ASSIGNED TASK.
When a line in the records includes the string "bridge", it goes into the tally; report that tally alone.

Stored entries
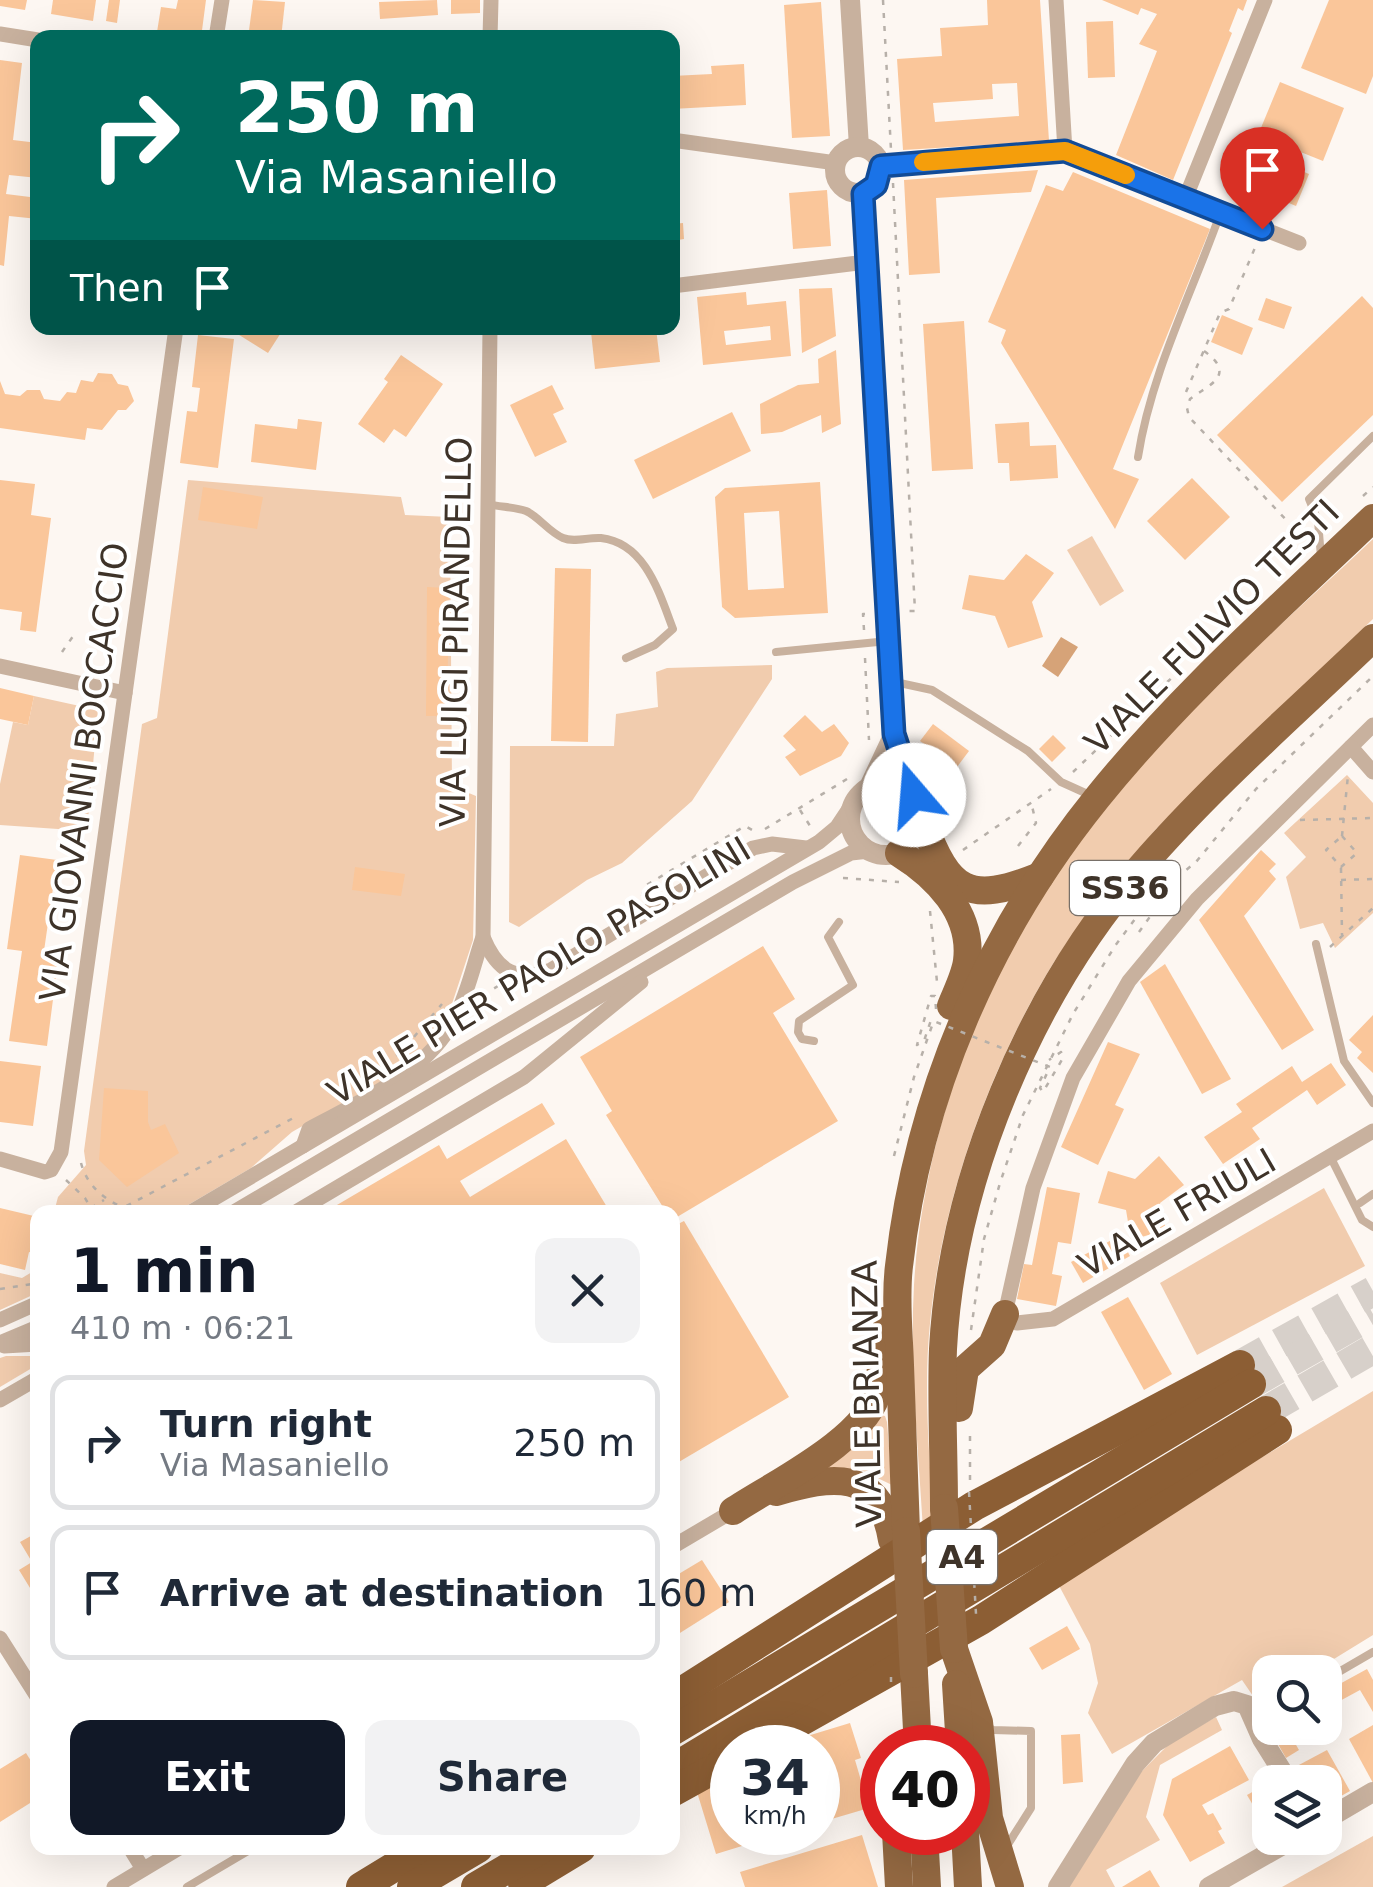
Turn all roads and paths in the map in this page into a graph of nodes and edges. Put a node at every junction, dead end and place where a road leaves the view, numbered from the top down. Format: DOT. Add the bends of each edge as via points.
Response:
graph roads {
  1 [pos="222,0"];
  2 [pos="491,0"];
  3 [pos="850,0"];
  4 [pos="883,0"];
  5 [pos="1056,0"];
  6 [pos="1265,0"];
  7 [pos="217,30"];
  8 [pos="490,30"];
  9 [pos="0,34"];
  10 [pos="30,39"];
  11 [pos="680,141"];
  12 [pos="859,147"];
  13 [pos="1065,151"];
  14 [pos="836,164"];
  15 [pos="886,165"];
  16 [pos="863,194"];
  17 [pos="1186,200"];
  18 [pos="1220,214"];
  19 [pos="1262,229"];
  20 [pos="1299,243"];
  21 [pos="866,262"];
  22 [pos="680,285"];
  23 [pos="175,335"];
  24 [pos="490,335"];
  25 [pos="1204,351"];
  26 [pos="1186,392"];
  27 [pos="1373,436"];
  28 [pos="1138,457"];
  29 [pos="1373,487"];
  30 [pos="488,504"];
  31 [pos="1366,509"];
  32 [pos="1318,551"];
  33 [pos="887,613"];
  34 [pos="76,632"];
  35 [pos="1373,638"];
  36 [pos="888,641"];
  37 [pos="864,642"];
  38 [pos="62,652"];
  39 [pos="776,652"];
  40 [pos="1195,656"];
  41 [pos="626,658"];
  42 [pos="0,666"];
  43 [pos="891,681"];
  44 [pos="125,693"];
  45 [pos="1373,725"];
  46 [pos="894,734"];
  47 [pos="870,753"];
  48 [pos="1356,753"];
  49 [pos="1373,772"];
  50 [pos="864,779"];
  51 [pos="1061,782"];
  52 [pos="1097,798"];
  53 [pos="853,803"];
  54 [pos="1032,804"];
  55 [pos="918,809"];
  56 [pos="1373,818"];
  57 [pos="1344,819"];
  58 [pos="1279,820"];
  59 [pos="1342,836"];
  60 [pos="1018,846"];
  61 [pos="806,848"];
  62 [pos="869,851"];
  63 [pos="899,854"];
  64 [pos="1341,867"];
  65 [pos="933,876"];
  66 [pos="1040,876"];
  67 [pos="847,880"];
  68 [pos="1341,880"];
  69 [pos="1373,880"];
  70 [pos="1150,900"];
  71 [pos="641,904"];
  72 [pos="1373,908"];
  73 [pos="840,922"];
  74 [pos="1139,932"];
  75 [pos="1342,936"];
  76 [pos="484,937"];
  77 [pos="1316,944"];
  78 [pos="678,951"];
  79 [pos="1319,957"];
  80 [pos="516,974"];
  81 [pos="462,1001"];
  82 [pos="936,1008"];
  83 [pos="814,1041"];
  84 [pos="952,1045"];
  85 [pos="1049,1060"];
  86 [pos="374,1074"];
  87 [pos="1373,1104"];
  88 [pos="298,1115"];
  89 [pos="1373,1131"];
  90 [pos="303,1146"];
  91 [pos="894,1156"];
  92 [pos="1331,1158"];
  93 [pos="0,1159"];
  94 [pos="80,1162"];
  95 [pos="66,1180"];
  96 [pos="92,1186"];
  97 [pos="1373,1194"];
  98 [pos="82,1195"];
  99 [pos="105,1199"];
  100 [pos="1360,1203"];
  101 [pos="89,1205"];
  102 [pos="98,1205"];
  103 [pos="117,1205"];
  104 [pos="129,1205"];
  105 [pos="203,1205"];
  106 [pos="246,1205"];
  107 [pos="308,1205"];
  108 [pos="1373,1226"];
  109 [pos="898,1268"];
  110 [pos="30,1284"];
  111 [pos="0,1289"];
  112 [pos="30,1307"];
  113 [pos="1005,1314"];
  114 [pos="0,1320"];
  115 [pos="30,1331"];
  116 [pos="30,1344"];
  117 [pos="0,1345"];
  118 [pos="30,1383"];
  119 [pos="0,1400"];
  120 [pos="872,1409"];
  121 [pos="969,1492"];
  122 [pos="874,1498"];
  123 [pos="944,1508"];
  124 [pos="733,1511"];
  125 [pos="899,1536"];
  126 [pos="680,1543"];
  127 [pos="976,1618"];
  128 [pos="0,1638"];
  129 [pos="954,1648"];
  130 [pos="1373,1652"];
  131 [pos="1342,1670"];
  132 [pos="910,1676"];
  133 [pos="30,1685"];
  134 [pos="680,1693"];
  135 [pos="1252,1709"];
  136 [pos="979,1722"];
  137 [pos="748,1725"];
  138 [pos="793,1725"];
  139 [pos="903,1725"];
  140 [pos="915,1725"];
  141 [pos="959,1725"];
  142 [pos="680,1726"];
  143 [pos="710,1747"];
  144 [pos="680,1764"];
  145 [pos="710,1771"];
  146 [pos="680,1788"];
  147 [pos="1373,1792"];
  148 [pos="1342,1810"];
  149 [pos="134,1855"];
  150 [pos="167,1855"];
  151 [pos="241,1855"];
  152 [pos="413,1855"];
  153 [pos="466,1855"];
  154 [pos="530,1855"];
  155 [pos="569,1855"];
  156 [pos="897,1855"];
  157 [pos="925,1855"];
  158 [pos="966,1855"];
  159 [pos="1266,1855"];
  160 [pos="999,1856"];
  161 [pos="143,1869"];
  162 [pos="114,1887"];
  163 [pos="187,1887"];
  164 [pos="360,1887"];
  165 [pos="412,1887"];
  166 [pos="476,1887"];
  167 [pos="516,1887"];
  168 [pos="899,1887"];
  169 [pos="927,1887"];
  170 [pos="968,1887"];
  171 [pos="1010,1887"];
  172 [pos="1058,1887"];
  173 [pos="1210,1887"];
  1 -- 7 [label="street"];
  2 -- 8 [label="street"];
  3 -- 12 [label="street"];
  4 -- 15 [label="path"];
  5 -- 13 [label="street"];
  6 -- 17 [label="street"];
  9 -- 10 [label="street"];
  11 -- 14 [label="street"];
  12 -- 14 [label="street" via="845,151"];
  12 -- 15 [label="street"];
  13 -- 15 [label="street"];
  13 -- 17 [label="street"];
  14 -- 16 [label="street" via="840,186"];
  15 -- 16 [label="street"];
  15 -- 33 [label="path" via="916,611"];
  16 -- 21 [label="street"];
  17 -- 18 [label="street"];
  18 -- 19 [label="street"];
  18 -- 28 [label="lane" via="1162,365"];
  19 -- 20 [label="street"];
  19 -- 25 [label="path"];
  21 -- 22 [label="street"];
  21 -- 33 [label="street"];
  23 -- 44 [label="street, VIA GIOVANNI BOCCACCIO"];
  24 -- 30 [label="street, VIA LUIGI PIRANDELLO"];
  25 -- 26 [label="path"];
  25 -- 32 [label="path" via="1218,376 1190,399 1190,416"];
  27 -- 32 [label="lane" via="1308,499 1318,521"];
  29 -- 31 [label="path"];
  30 -- 41 [label="lane" via="528,512 567,540 615,540 638,555 672,629"];
  30 -- 76 [label="street, VIA LUIGI PIRANDELLO"];
  31 -- 32 [label="highway, VIALE FULVIO TESTI / SS36"];
  32 -- 52 [label="highway, VIALE FULVIO TESTI / SS36"];
  33 -- 36 [label="street"];
  33 -- 37 [label="path" via="863,614"];
  34 -- 38 [label="path"];
  35 -- 123 [label="highway, SS36" via="1175,831 1105,913 1033,1030 1003,1094 953,1273 943,1350"];
  36 -- 37 [label="lane"];
  36 -- 43 [label="street"];
  37 -- 39 [label="lane"];
  37 -- 47 [label="path"];
  40 -- 51 [label="path"];
  42 -- 44 [label="street"];
  43 -- 46 [label="street"];
  43 -- 51 [label="lane" via="932,690 1028,751"];
  44 -- 93 [label="street, VIA GIOVANNI BOCCACCIO" via="61,1152 45,1172"];
  45 -- 48 [label="street"];
  46 -- 50 [label="street"];
  46 -- 55 [label="street"];
  48 -- 49 [label="street"];
  48 -- 57 [label="path"];
  48 -- 58 [label="street"];
  50 -- 53 [label="street"];
  50 -- 55 [label="street" via="893,783"];
  50 -- 71 [label="path" via="758,833 745,826 644,886"];
  51 -- 52 [label="lane"];
  51 -- 54 [label="path"];
  52 -- 66 [label="highway, VIALE FULVIO TESTI / SS36"];
  53 -- 61 [label="street, VIALE PIER PAOLO PASOLINI" via="837,826"];
  53 -- 62 [label="street" via="851,830"];
  54 -- 60 [label="path" via="1036,822"];
  54 -- 65 [label="path"];
  55 -- 63 [label="street" via="919,835"];
  55 -- 65 [label="highway"];
  56 -- 57 [label="path"];
  57 -- 58 [label="path"];
  57 -- 59 [label="path"];
  58 -- 113 [label="street" via="1196,899 1129,982 1073,1078 1033,1188"];
  59 -- 64 [label="path" via="1357,853"];
  59 -- 64 [label="path" via="1326,850"];
  61 -- 80 [label="street, VIALE PIER PAOLO PASOLINI" via="754,848 551,970 531,978"];
  61 -- 90 [label="street, VIALE PIER PAOLO PASOLINI"];
  62 -- 63 [label="street"];
  62 -- 78 [label="street, VIALE PIER PAOLO PASOLINI" via="831,862"];
  63 -- 65 [label="highway"];
  64 -- 68 [label="path"];
  65 -- 66 [label="highway" via="974,890 1006,890"];
  65 -- 67 [label="path"];
  65 -- 82 [label="path"];
  65 -- 84 [label="highway" via="955,904 965,936 967,962 944,1024"];
  66 -- 84 [label="highway, VIALE FULVIO TESTI / SS36"];
  68 -- 69 [label="path"];
  68 -- 75 [label="path"];
  70 -- 74 [label="path" via="1154,911"];
  72 -- 75 [label="path"];
  73 -- 83 [label="lane" via="828,937 853,985 799,1021 802,1039"];
  75 -- 79 [label="path"];
  76 -- 80 [label="street, VIALE PIER PAOLO PASOLINI" via="498,964"];
  76 -- 81 [label="street, VIALE PIER PAOLO PASOLINI"];
  77 -- 79 [label="lane"];
  78 -- 106 [label="street, VIALE PIER PAOLO PASOLINI"];
  78 -- 107 [label="street, VIALE PIER PAOLO PASOLINI" via="524,1077"];
  79 -- 87 [label="lane" via="1344,1061"];
  80 -- 81 [label="path"];
  81 -- 86 [label="path" via="439,1004"];
  81 -- 90 [label="street, VIALE PIER PAOLO PASOLINI" via="423,1060 309,1130"];
  82 -- 85 [label="path, bridge" via="931,996 917,1045 931,1020 1050,1066 1043,1092 1061,1052"];
  82 -- 91 [label="path"];
  84 -- 109 [label="highway, VIALE BRIANZA / SS36" via="924,1132"];
  88 -- 104 [label="path"];
  89 -- 92 [label="street, VIALE FRIULI"];
  90 -- 105 [label="street, VIALE PIER PAOLO PASOLINI"];
  92 -- 108 [label="lane" via="1362,1220"];
  92 -- 113 [label="street, VIALE FRIULI" via="1053,1319 1017,1322"];
  94 -- 96 [label="path"];
  95 -- 98 [label="path"];
  96 -- 98 [label="path"];
  96 -- 99 [label="path"];
  97 -- 100 [label="lane"];
  98 -- 101 [label="path"];
  99 -- 102 [label="path"];
  99 -- 103 [label="path"];
  109 -- 120 [label="highway" via="885,1290"];
  109 -- 125 [label="highway, VIALE BRIANZA / SS36"];
  110 -- 111 [label="path"];
  112 -- 114 [label="street"];
  113 -- 123 [label="highway" via="997,1340 963,1375"];
  115 -- 117 [label="street"];
  116 -- 117 [label="street"];
  118 -- 119 [label="street"];
  120 -- 122 [label="path" via="879,1464"];
  120 -- 124 [label="highway" via="848,1434"];
  121 -- 127 [label="path, bridge"];
  122 -- 124 [label="highway" via="856,1484 832,1479"];
  122 -- 125 [label="highway"];
  123 -- 129 [label="highway, SS36, bridge"];
  124 -- 126 [label="street"];
  125 -- 132 [label="highway, VIALE BRIANZA / SS36, bridge" via="911,1620"];
  128 -- 133 [label="street"];
  129 -- 136 [label="highway"];
  129 -- 141 [label="highway, SS36"];
  130 -- 131 [label="lane"];
  132 -- 139 [label="highway"];
  132 -- 140 [label="highway, VIALE BRIANZA / SS36"];
  134 -- 142 [label="highway, A4" via="974,1506 1245,1374"];
  135 -- 172 [label="street" via="1228,1702 1154,1743"];
  136 -- 160 [label="highway"];
  136 -- 160 [label="lane" via="993,1730 1031,1731 1031,1808"];
  137 -- 138 [label="highway, A4" via="1272,1420 981,1620"];
  143 -- 144 [label="highway, A4"];
  145 -- 146 [label="highway"];
  147 -- 148 [label="street"];
  149 -- 161 [label="street"];
  150 -- 161 [label="street"];
  151 -- 163 [label="lane"];
  152 -- 164 [label="highway"];
  153 -- 165 [label="highway"];
  154 -- 166 [label="highway"];
  155 -- 167 [label="highway"];
  156 -- 168 [label="highway"];
  157 -- 169 [label="highway"];
  158 -- 170 [label="highway"];
  159 -- 173 [label="street"];
  160 -- 171 [label="highway"];
  161 -- 162 [label="street"];
}
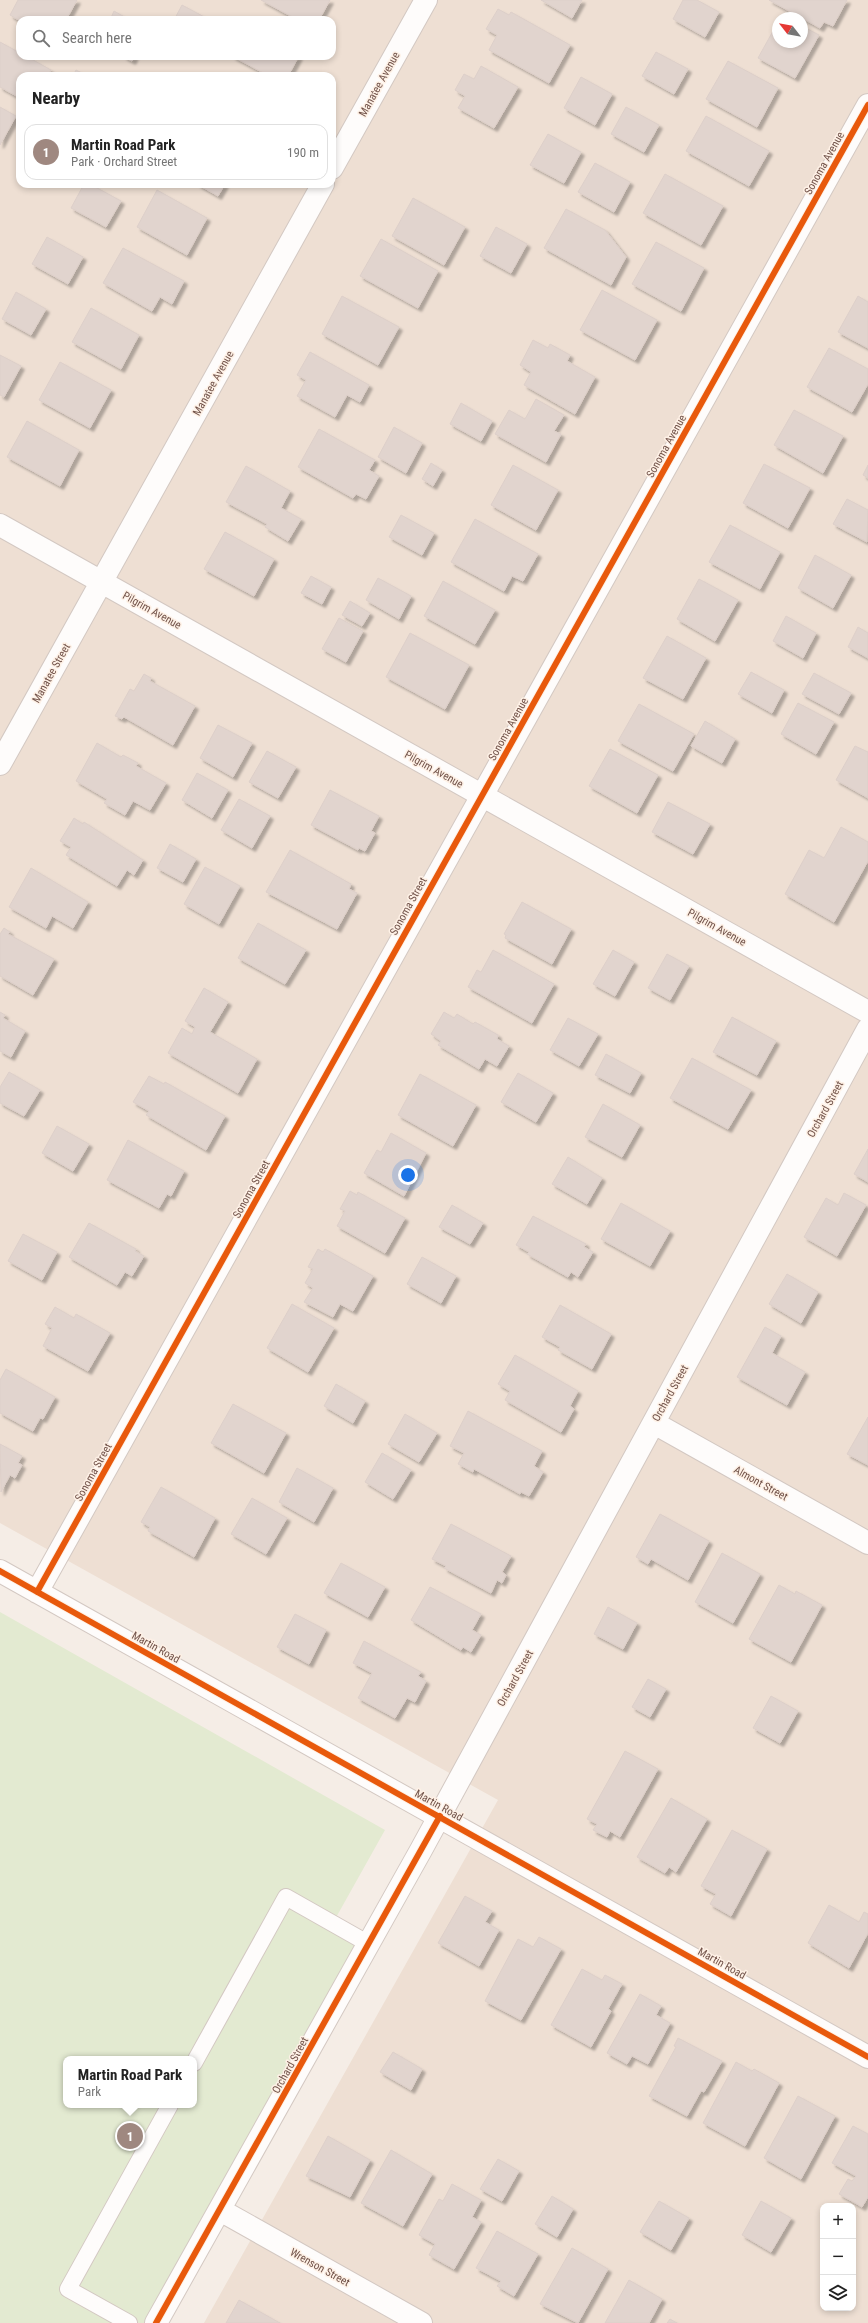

EXERCISE OUTPUT.
4